It didn’t last long; after ten minutes, Ryou pushed his chair back and took his empty cup to the sink. Then he paused, not quite looking in Bakura’s eyes but not quite avoiding them, either.
“So, umm… I’m going back to bed.”
Bakura hesitated. He wanted to say, Thank you for the milk, or, Sorry for waking you up, but the words refused to come out. In the end, he nodded and said, “Okay.”
Ryou turned to leave.
“Goodnight,” Bakura blurted out before he could stop himself.
Ryou paused at the doorway. He turned enough for Bakura to see his shadowy profile and the small upturn of his lips.
In the morning, Bakura woke up with a renewed sense of purpose. He didn’t know if whatever had happened last night counted as Ryou doing something nice for him or as both of them doing something nice for each other but, either way, Bakura was ready to even the score. And he was going to make the damn phone call.
But he’d practice first.
He spent his day rehearsing his lines, first in his head and then in front of the mirror. Sure, it was stupid, but it would be even more stupid if the Pharaoh picked up the phone and Bakura swallowed his tongue due to nerves.

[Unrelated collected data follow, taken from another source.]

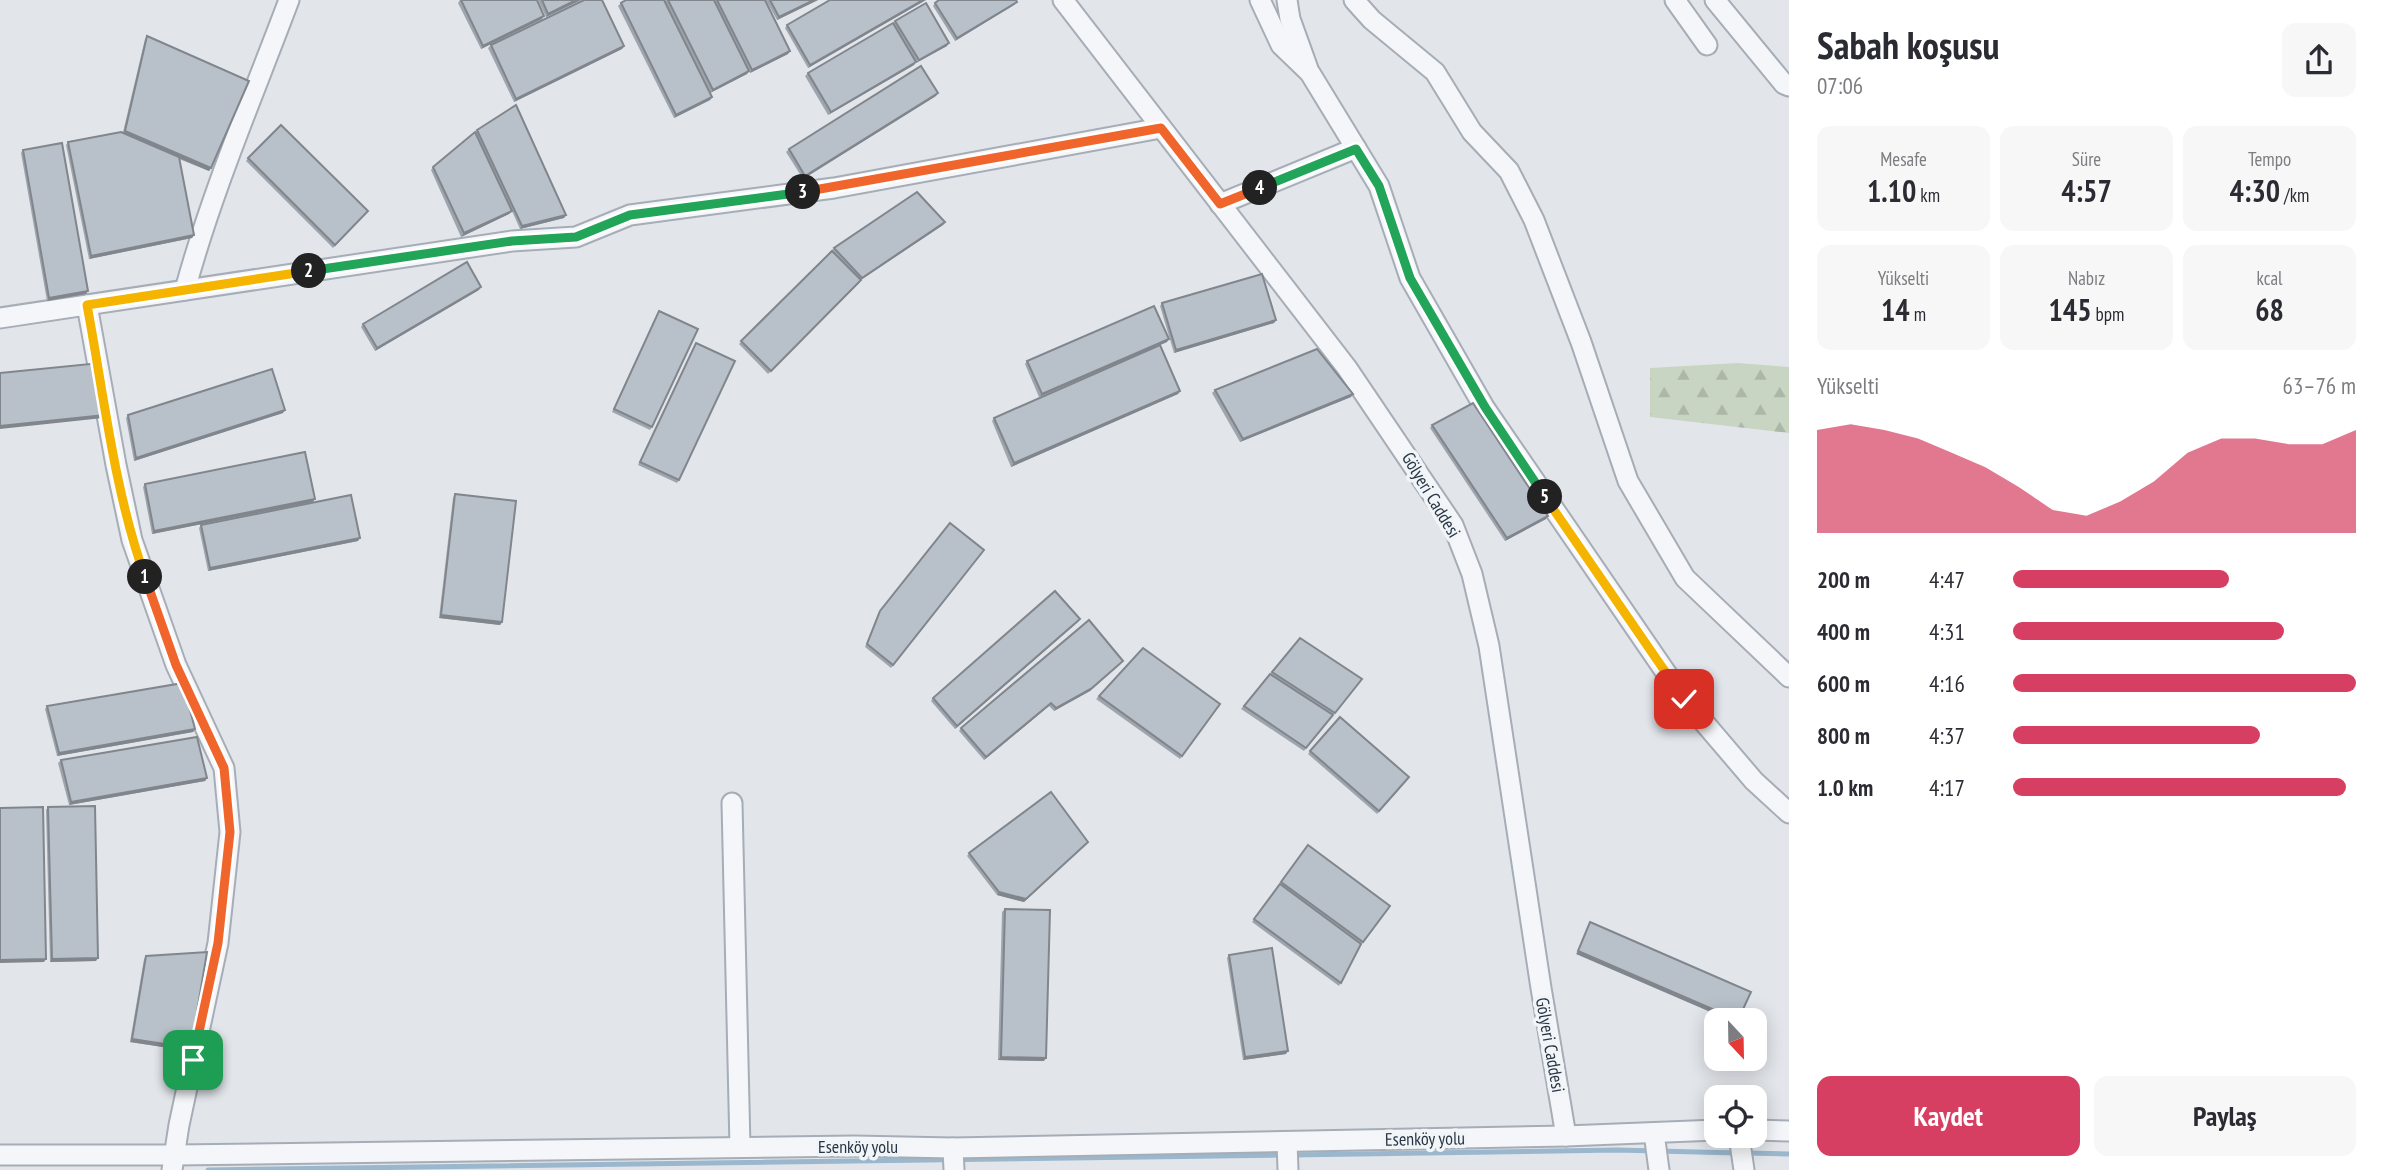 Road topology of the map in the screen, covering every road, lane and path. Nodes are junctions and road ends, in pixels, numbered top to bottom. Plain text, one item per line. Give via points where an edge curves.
1 (289, 0) edge
2 (1063, 0) edge
3 (1260, 0) edge
4 (1287, 0) edge
5 (1354, 0) edge
6 (1675, 0) edge
7 (1716, 0) edge
8 (1707, 45) dead end
9 (1310, 73) junction
10 (1789, 86) edge
11 (1161, 128) junction
12 (1356, 149) junction
13 (1220, 204) junction
14 (185, 290) junction
15 (87, 305) junction
16 (0, 318) edge
17 (1789, 677) edge
18 (732, 803) dead end
19 (1789, 813) edge
20 (1767, 1130) edge
21 (1789, 1131) edge
22 (1704, 1134) edge
23 (1566, 1136) junction
24 (740, 1147) junction
25 (1656, 1151) edge
26 (0, 1155) edge
27 (1287, 1156) edge
28 (953, 1159) edge
29 (173, 1163) edge

1 - 14 street via 228,158
2 - 11 street, Gölyeri Caddesi
3 - 9 street via 1281,45
4 - 9 street
5 - 17 street via 1371,20 1435,72 1472,132 1509,171 1534,220 1581,342 1628,481 1685,578
6 - 8 street
7 - 10 street
9 - 12 street
11 - 13 street, Gölyeri Caddesi
11 - 14 street via 834,188 630,215 576,237 512,241
12 - 13 street
12 - 19 street via 1379,186 1410,278 1485,407 1684,699 1754,781
13 - 23 street, Gölyeri Caddesi via 1347,368 1415,466 1453,525 1472,574 1489,646
14 - 15 street
15 - 16 street
15 - 29 street via 132,541 176,665 224,768 230,832 218,943
18 - 24 street
20 - 21 street
22 - 25 street, Esenköy yolu
23 - 25 street, Esenköy yolu
23 - 27 street, Esenköy yolu
24 - 28 street, Esenköy yolu via 854,1146
24 - 29 street, Esenköy yolu
26 - 29 street, Esenköy yolu
27 - 28 street, Esenköy yolu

A bit of rehearsing never harmed anyone.
He waited until Ryou went out for groceries before picking up the phone. He didn’t allow himself to think twice about it: he dialed Mutou’s number, which he’d jotted down on a piece of paper, and waited.
Unfortunately, the tiny Mutou picked up—which meant that Bakura would have to go through him, too. Wonderful.
“Hello?” Mutou’s voice rang through the speaker.
How the hell did this guy always manage to sound so cheerful?
Bakura swallowed, but he didn’t speak. He tried to remember his rehearsed lines, but his brain felt stuck.
“Ryou?” Mutou went on. “Is that you?”
Bakura steeled himself and said, “No, this isn’t Ryou. It’s—um—me.”
“Oh,” Mutou breathed. There was the slightest pause, and then, “Hello, other Bakura. That’s a… surprise. Is Ryou okay?”
“He’s fine,” Bakura said. “I… I actually wanted to talk to you.”
His face was on fire. This was so stupid.
“Yeah. Umm… I wanted to say… I’m sorry. For. You know. I—um—I wanted to apologize. Yeah. That.”
That was great. That was spectacular. A day of rehearsing lines had just gone down the drain.
“Oh,” Mutou repeated in evident surprise. “That’s… It’s okay, really. No hard feelings.”
No hard feelings. This guy was unbelievable.
“Can I… Talk to the Pharaoh, too?”
“You want to talk to Atem?” Mutou sounded flabbergasted and, frankly, Bakura couldn’t blame him.
“Err—Okay. Hang on a second.”
In the silence that followed, Bakura considered hanging up approximately twenty-three times. He also considered setting the phone on fire and disappearing off the face of the earth forever. Maybe going to the Bahamas to harvest coconuts. Or perhaps the Ishtars would allow him to live in the underground tombs now that they were empty. He’d seal the exit and never come out again. He’d-
Even when hesitant and unsure, the Pharaoh’s voice still sounded smug.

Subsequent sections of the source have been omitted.